Le Dr Thiravat Hemachudha, du Centre d’excellence en médecine intégrative et santé publique, a exprimé le 8 juillet 2026 de vives inquiétudes concernant une recrudescence mondiale des cancers. Selon ses données, les taux de plusieurs types de tumeurs augmentent significativement chez les moins de 50 ans depuis 2021, suscitant un débat sur les causes potentielles.
L’évolution préoccupante des taux de cancer chez les moins de 50 ans
Les données récentes communiquées par le Dr Thiravat Hemachudha, conseiller auprès du Collège de médecine orientale de l’Université Rangsit, mettent en lumière une tendance alarmante observée à l’échelle internationale. En s’appuyant sur les informations du National Cancer Institute (NCI) des États-Unis, le médecin souligne une accélération marquée de l’incidence de certains cancers chez les adultes de moins de 50 ans entre 2021 et 2023. Ce phénomène constitue un sujet d’étude majeur pour l’oncologie moderne.
Cette hausse se manifeste de manière hétérogène selon la localisation tumorale.
- Cancer colorectal : +19,4 %
- Cancer de l’intestin grêle : +15,5 %
- Cancer de l’ovaire : +12,8 %
Dans le cadre de la surveillance épidémiologique standard, le NCI utilise les données du programme SEER (Surveillance, Epidemiology, and End Results) pour documenter ces variations. Ces registres sont essentiels pour comprendre comment les profils de risque évoluent au sein des différentes tranches d’âge et pour orienter les recommandations nationales en matière de dépistage précoce.
Le débat sur les causes et les données épidémiologiques
Le Dr Thiravat Hemachudha, relayé par Naewna, critique la manière dont les autorités sanitaires et certains experts interprètent ces chiffres. Selon lui, le discours initial minimisant cette hausse comme une simple perception erronée du public a été remplacé par une reconnaissance tardive, appuyée par des publications scientifiques comme celles de l’American Association for Cancer Research (AACR).
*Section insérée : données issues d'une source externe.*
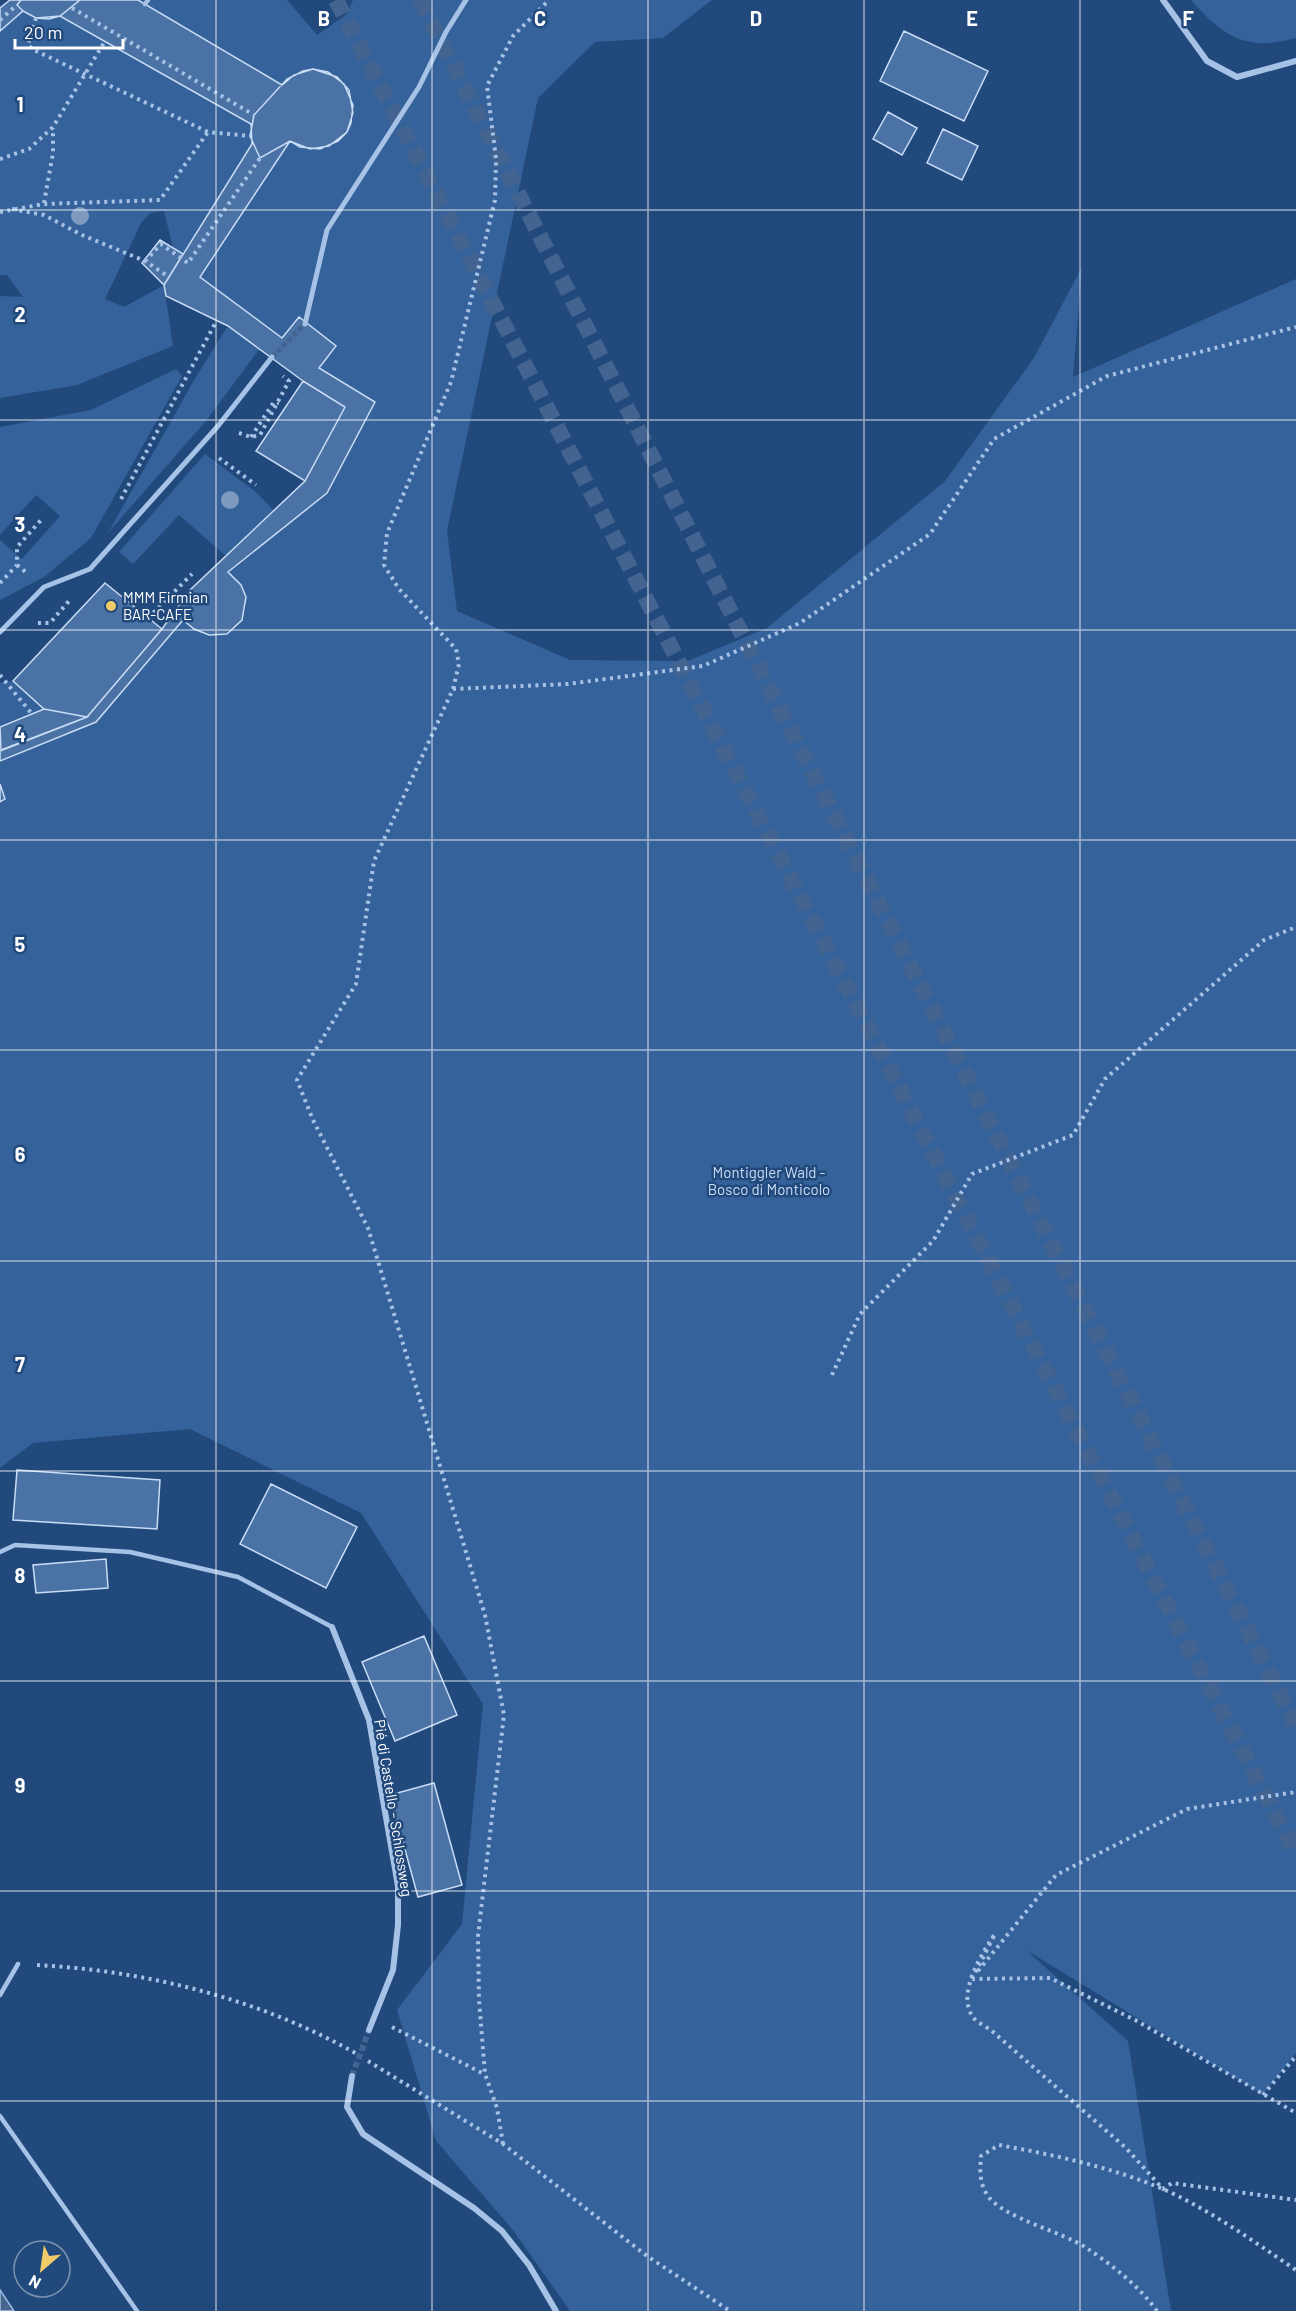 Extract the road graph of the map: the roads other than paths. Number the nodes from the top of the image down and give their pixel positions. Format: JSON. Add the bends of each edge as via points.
{"nodes":[{"id":1,"x":466,"y":0,"type":"edge"},
{"id":2,"x":1163,"y":0,"type":"edge"},
{"id":3,"x":1296,"y":61,"type":"edge"},
{"id":4,"x":305,"y":324,"type":"tunnel mouth"},
{"id":5,"x":272,"y":357,"type":"tunnel mouth"},
{"id":6,"x":0,"y":632,"type":"edge"},
{"id":7,"x":0,"y":1552,"type":"edge"},
{"id":8,"x":332,"y":1627,"type":"joint"},
{"id":9,"x":18,"y":1965,"type":"road end"},
{"id":10,"x":0,"y":1995,"type":"edge"},
{"id":11,"x":369,"y":2030,"type":"tunnel mouth"},
{"id":12,"x":352,"y":2076,"type":"tunnel mouth"},
{"id":13,"x":0,"y":2116,"type":"edge"},
{"id":14,"x":136,"y":2311,"type":"edge"},
{"id":15,"x":556,"y":2311,"type":"edge"}],
"edges":[{"from":1,"to":4,"type":"street","via":[[419,87],[327,230]]},
{"from":2,"to":3,"type":"street","via":[[1207,61],[1237,77]]},
{"from":5,"to":6,"type":"street","via":[[202,444],[90,568],[44,587]]},
{"from":7,"to":8,"type":"lane","via":[[15,1545],[130,1552],[238,1577]]},
{"from":8,"to":11,"type":"street","name":"Pié di Castello - Schlossweg","via":[[369,1720],[398,1886],[393,1970]]},
{"from":9,"to":10,"type":"lane"},
{"from":12,"to":15,"type":"street","via":[[347,2107],[363,2134],[502,2231],[529,2265]]},
{"from":13,"to":14,"type":"lane"}]} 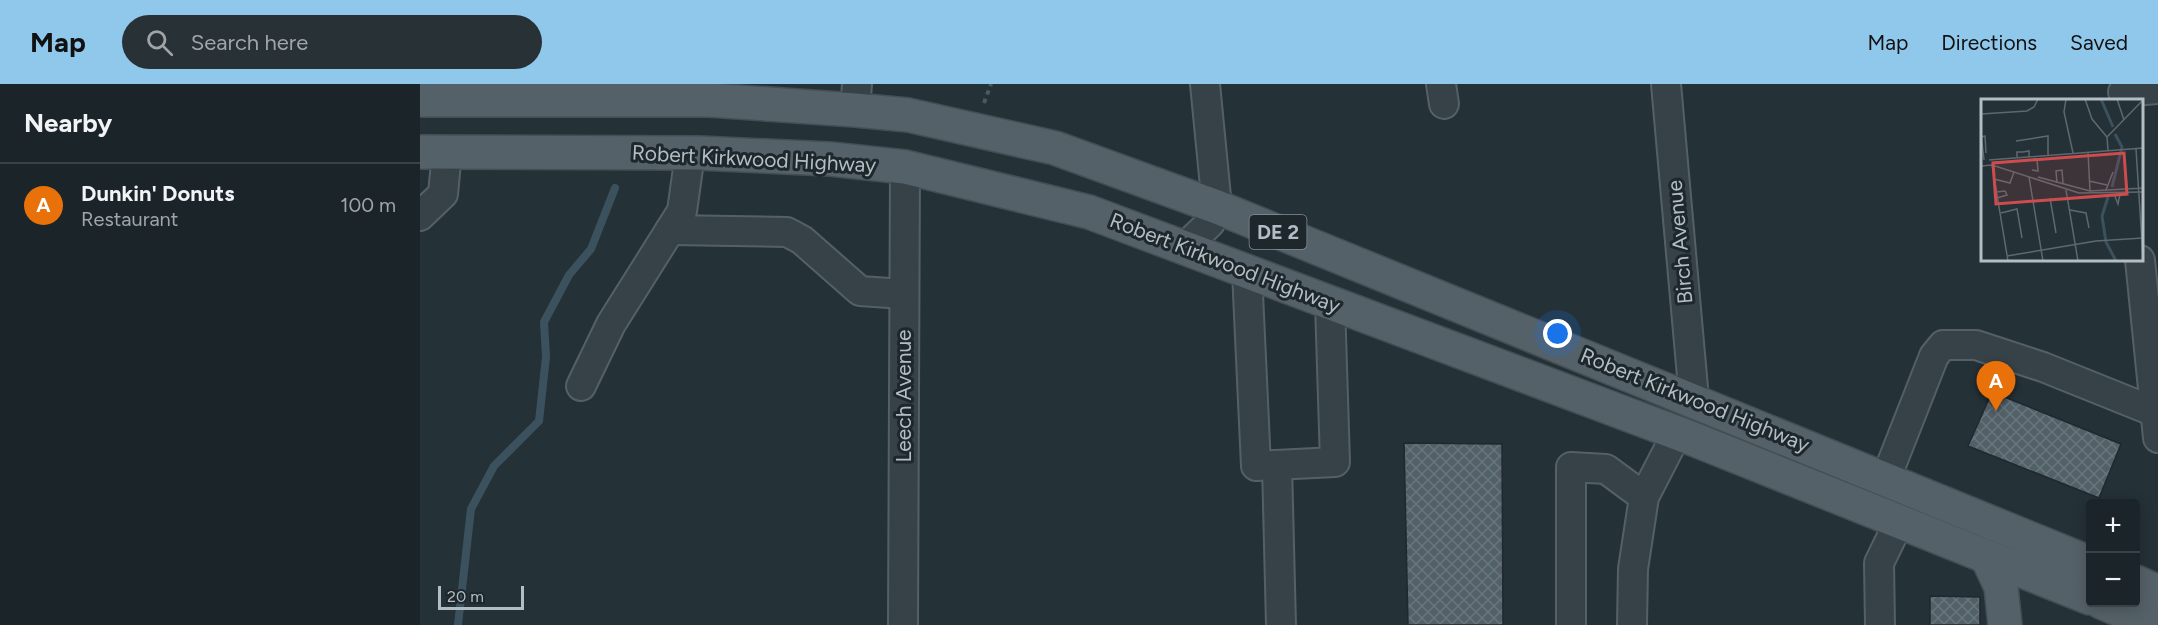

Le point de friction majeur réside dans la chronologie des données. Le Dr Thiravat pointe du doigt une étude publiée en 2025, qui limite ses analyses à l’année 2019. Pour le médecin, cette sélection temporelle occulterait délibérément la période post-2020, durant laquelle une utilisation massive de certains produits a été observée mondialement. Il soutient que cette omission empêche une analyse transparente de la corrélation possible entre ces produits et l’émergence soudaine de cancers chez des individus ne présentant aucun facteur de risque classique. La rigueur scientifique impose généralement d’intégrer les données les plus récentes pour évaluer l’impact des changements environnementaux ou des interventions médicales à grande échelle sur la santé des populations.
Observations cliniques et perspectives de santé publique
Au-delà des chiffres, le Dr Thiravat rapporte des observations cliniques qui, selon lui, ne sont pas isolées à la Thaïlande. Il décrit trois profils de patients qui interpellent le corps médical :
- Des patients ne présentant aucun facteur de risque identifié.
- Des cas de cancers rares, peu fréquents dans la population générale.
- Des réactivations rapides et fulgurantes de tumeurs auparavant stabilisées, un phénomène qui nécessite une analyse approfondie des mécanismes de réponse immunitaire et de surveillance oncologique.
Ces constatations soulèvent des questions cruciales pour la communauté scientifique sur les facteurs environnementaux et médicaux contemporains. L’analyse de l’incidence du cancer nécessite de distinguer les variables liées au mode de vie, à l’exposition aux polluants, et aux nouvelles thérapies. Alors que le débat entre les autorités sanitaires et les observateurs indépendants se poursuit sur la validité des théories liant ces pathologies à des causes spécifiques, l’urgence demeure, selon le Dr Thiravat, de mener des recherches exhaustives incluant les données les plus récentes pour protéger la santé publique. Il est rappelé aux lecteurs que les données épidémiologiques observées ne constituent pas une preuve de causalité directe pour chaque cas individuel.
Pour toute question concernant votre santé, l’interprétation de ces données ou les stratégies de dépistage des cancers adaptées à votre profil, il est impératif de consulter votre professionnel de santé habituel ou un spécialiste en oncologie, seuls habilités à évaluer votre situation médicale spécifique.